Segment Start: Information shown

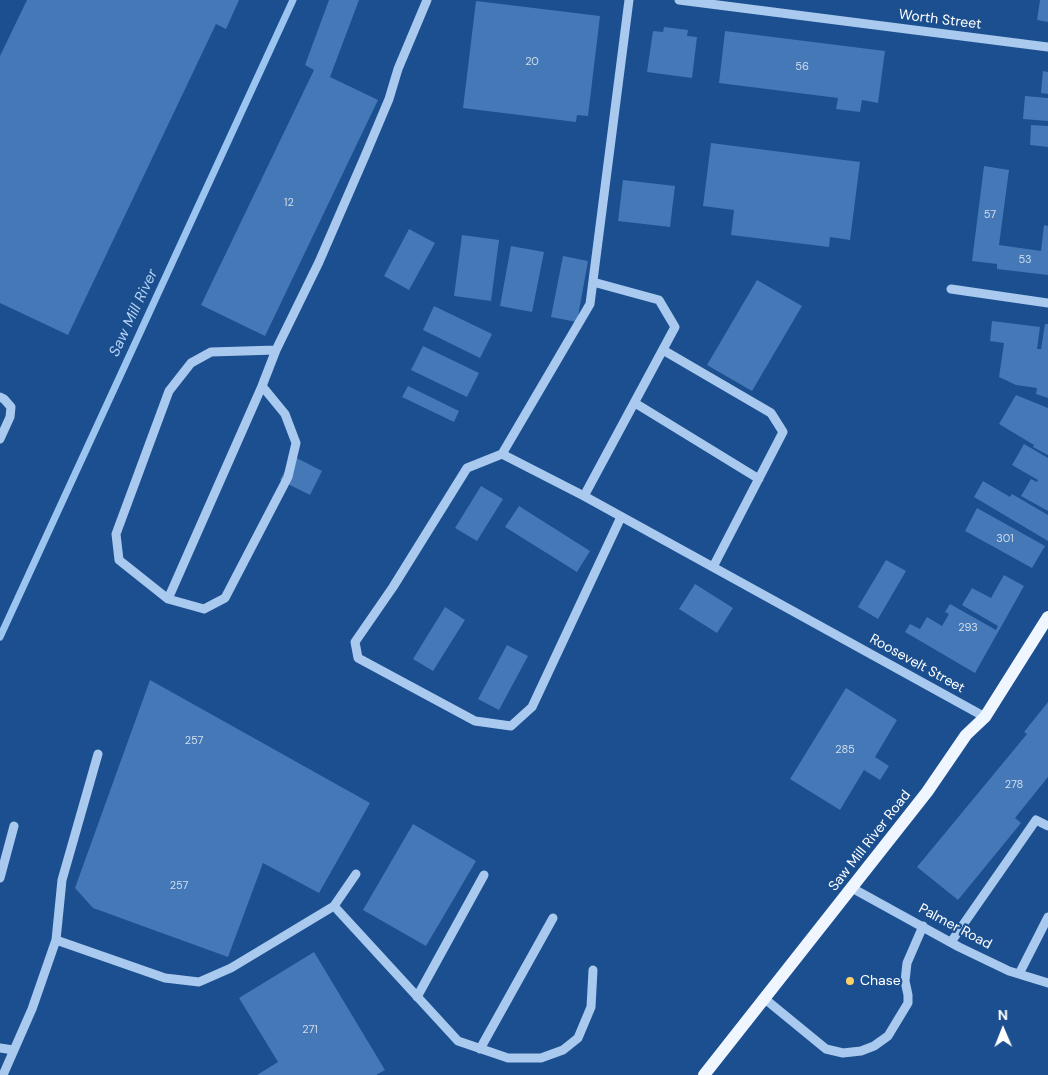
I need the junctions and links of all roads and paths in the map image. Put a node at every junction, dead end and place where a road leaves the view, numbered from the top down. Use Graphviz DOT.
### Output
graph roads {
  1 [pos="427,0"];
  2 [pos="629,0"];
  3 [pos="679,0"];
  4 [pos="1048,47"];
  5 [pos="593,282"];
  6 [pos="951,289"];
  7 [pos="1048,303"];
  8 [pos="276,350"];
  9 [pos="663,350"];
  10 [pos="262,386"];
  11 [pos="0,397"];
  12 [pos="635,403"];
  13 [pos="0,439"];
  14 [pos="502,454"];
  15 [pos="759,479"];
  16 [pos="584,496"];
  17 [pos="621,516"];
  18 [pos="713,567"];
  19 [pos="168,598"];
  20 [pos="1046,624"];
  21 [pos="985,716"];
  22 [pos="98,754"];
  23 [pos="14,826"];
  24 [pos="1048,826"];
  25 [pos="356,874"];
  26 [pos="484,875"];
  27 [pos="0,878"];
  28 [pos="852,888"];
  29 [pos="334,906"];
  30 [pos="1048,917"];
  31 [pos="553,918"];
  32 [pos="923,926"];
  33 [pos="56,940"];
  34 [pos="951,942"];
  35 [pos="592,970"];
  36 [pos="1018,974"];
  37 [pos="1048,983"];
  38 [pos="417,997"];
  39 [pos="765,999"];
  40 [pos="0,1048"];
  41 [pos="480,1048"];
  42 [pos="14,1050"];
  43 [pos="3,1075"];
  44 [pos="704,1075"];
  1 -- 8 [label="street"];
  2 -- 5 [label="street"];
  3 -- 4 [label="street, Worth Street"];
  5 -- 9 [label="street"];
  5 -- 14 [label="street"];
  6 -- 7 [label="street"];
  8 -- 10 [label="street"];
  8 -- 19 [label="street"];
  9 -- 12 [label="street"];
  9 -- 15 [label="street"];
  10 -- 19 [label="street"];
  10 -- 19 [label="street"];
  11 -- 13 [label="street"];
  12 -- 15 [label="street"];
  12 -- 16 [label="street"];
  14 -- 16 [label="street, Roosevelt Street"];
  14 -- 17 [label="street"];
  15 -- 18 [label="street"];
  16 -- 17 [label="street, Roosevelt Street"];
  17 -- 18 [label="street, Roosevelt Street"];
  18 -- 21 [label="street, Roosevelt Street"];
  20 -- 21 [label="main road, Saw Mill River Road"];
  21 -- 28 [label="main road, Saw Mill River Road"];
  22 -- 33 [label="street"];
  23 -- 27 [label="street"];
  24 -- 34 [label="street"];
  25 -- 29 [label="street"];
  26 -- 38 [label="street"];
  28 -- 32 [label="street, Palmer Road"];
  28 -- 39 [label="main road, Saw Mill River Road"];
  29 -- 33 [label="street"];
  29 -- 38 [label="street"];
  30 -- 36 [label="street"];
  31 -- 41 [label="street"];
  32 -- 34 [label="street, Palmer Road"];
  32 -- 39 [label="street"];
  33 -- 42 [label="street"];
  34 -- 36 [label="street, Palmer Road"];
  35 -- 41 [label="street"];
  36 -- 37 [label="street, Palmer Road"];
  38 -- 41 [label="street"];
  39 -- 44 [label="main road, Saw Mill River Road"];
  40 -- 42 [label="street"];
  42 -- 43 [label="street"];
}
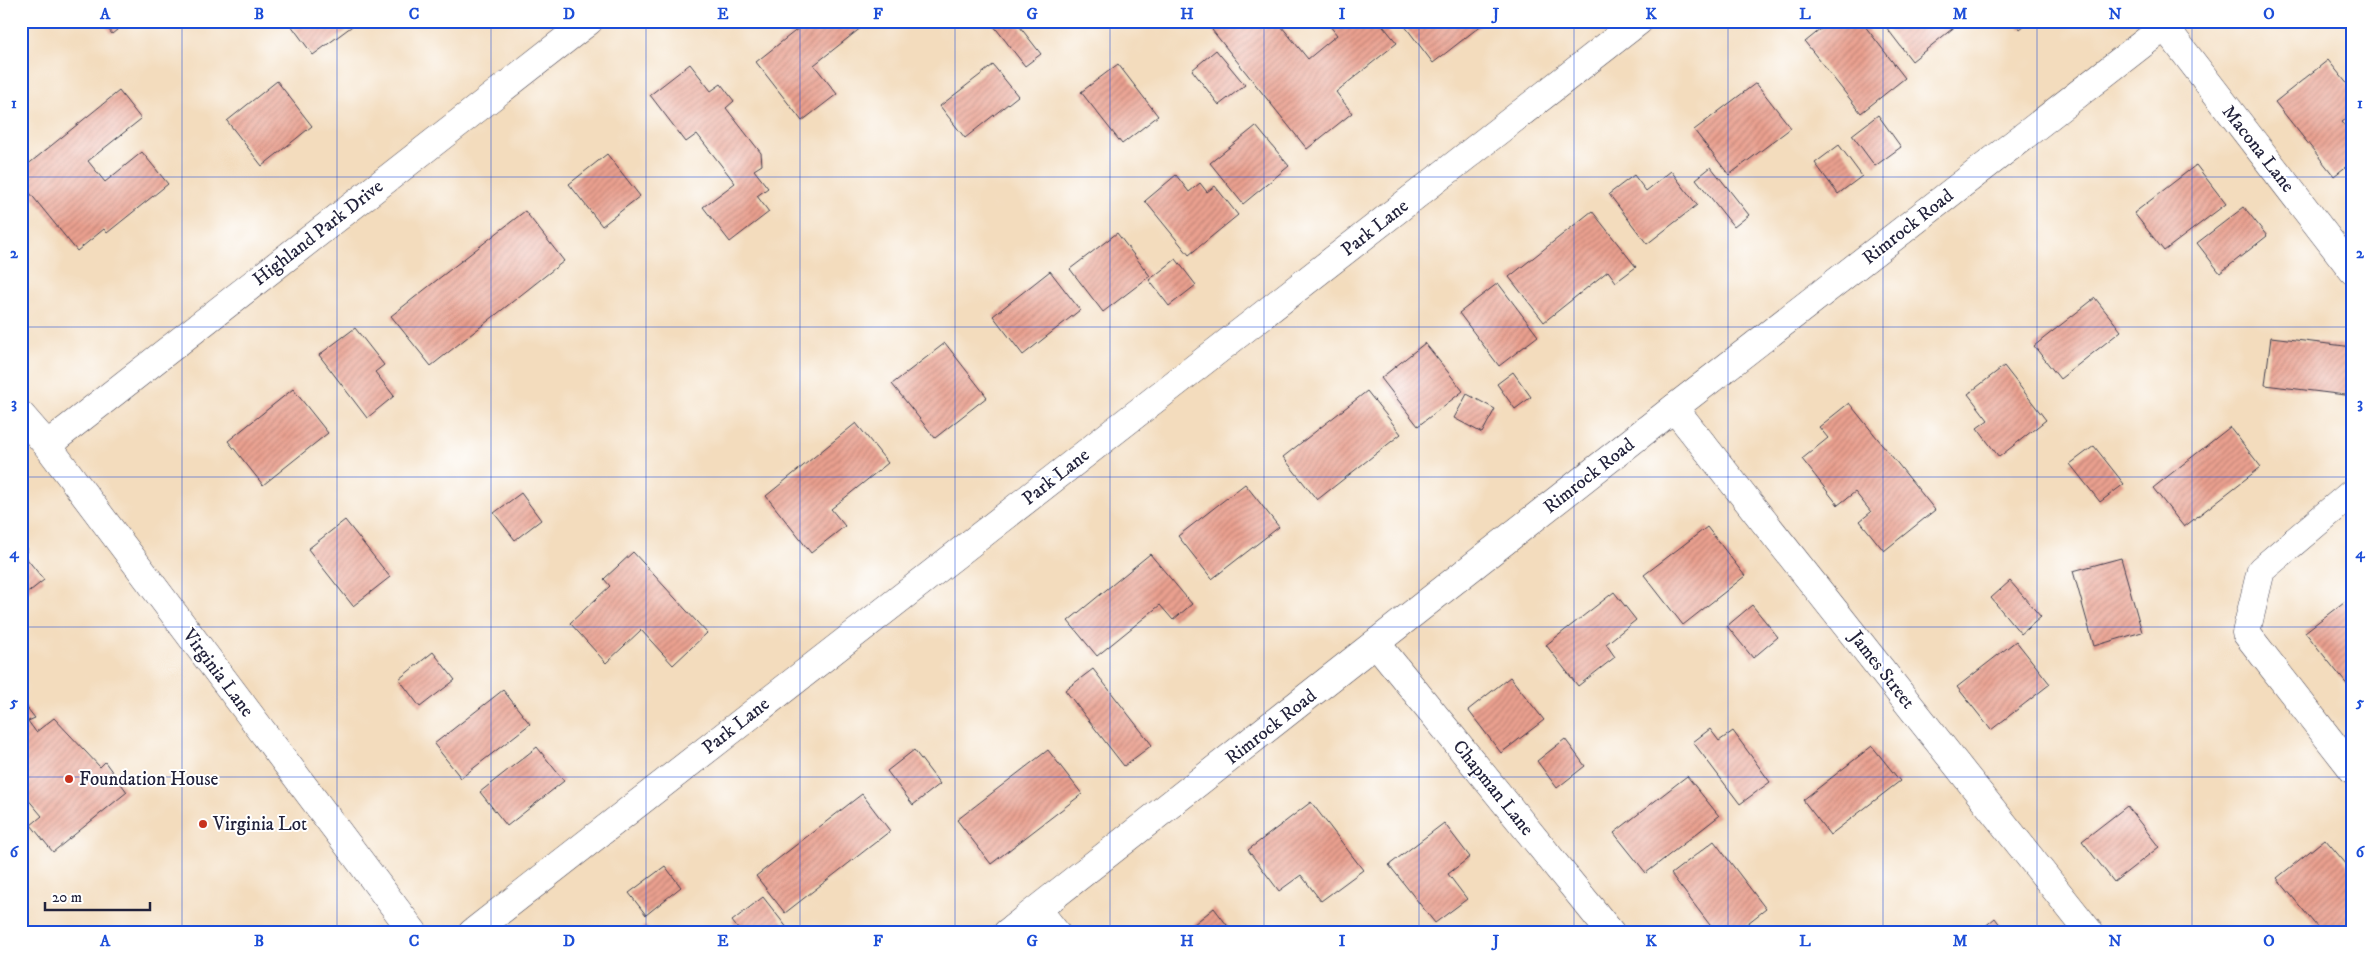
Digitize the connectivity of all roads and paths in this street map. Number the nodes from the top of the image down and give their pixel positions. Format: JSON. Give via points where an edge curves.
{"nodes":[{"id":1,"x":589,"y":21,"type":"edge"},
{"id":2,"x":1639,"y":21,"type":"edge"},
{"id":3,"x":2168,"y":24,"type":"edge"},
{"id":4,"x":560,"y":30,"type":"edge"},
{"id":5,"x":2353,"y":270,"type":"edge"},
{"id":6,"x":1674,"y":408,"type":"junction"},
{"id":7,"x":21,"y":415,"type":"edge"},
{"id":8,"x":47,"y":445,"type":"junction"},
{"id":9,"x":2353,"y":492,"type":"edge"},
{"id":10,"x":1376,"y":643,"type":"junction"},
{"id":11,"x":2353,"y":770,"type":"edge"},
{"id":12,"x":1038,"y":910,"type":"junction"},
{"id":13,"x":414,"y":933,"type":"edge"},
{"id":14,"x":472,"y":933,"type":"edge"},
{"id":15,"x":1007,"y":933,"type":"edge"},
{"id":16,"x":1056,"y":933,"type":"edge"},
{"id":17,"x":1610,"y":933,"type":"edge"},
{"id":18,"x":2090,"y":933,"type":"edge"}],
"edges":[{"from":1,"to":4,"type":"street","name":"Highland Park Drive"},
{"from":2,"to":14,"type":"street","name":"Park Lane"},
{"from":3,"to":5,"type":"street","name":"Macona Lane"},
{"from":3,"to":6,"type":"street","name":"Rimrock Road"},
{"from":4,"to":8,"type":"street","name":"Highland Park Drive"},
{"from":6,"to":10,"type":"street","name":"Rimrock Road"},
{"from":6,"to":18,"type":"street","name":"James Street"},
{"from":7,"to":8,"type":"street","name":"Virginia Lane"},
{"from":8,"to":13,"type":"street","name":"Virginia Lane"},
{"from":9,"to":11,"type":"street","via":[[2261,570],[2246,633]]},
{"from":10,"to":12,"type":"street","name":"Rimrock Road"},
{"from":10,"to":17,"type":"street","name":"Chapman Lane"},
{"from":12,"to":15,"type":"street","name":"Rimrock Road"},
{"from":12,"to":16,"type":"street"}]}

Segment End: Information shown

What the task requires | Look through the material above for the word "Virginia" and copy every line that has it.

Exercise output |
{"from":7,"to":8,"type":"street","name":"Virginia Lane"},
{"from":8,"to":13,"type":"street","name":"Virginia Lane"},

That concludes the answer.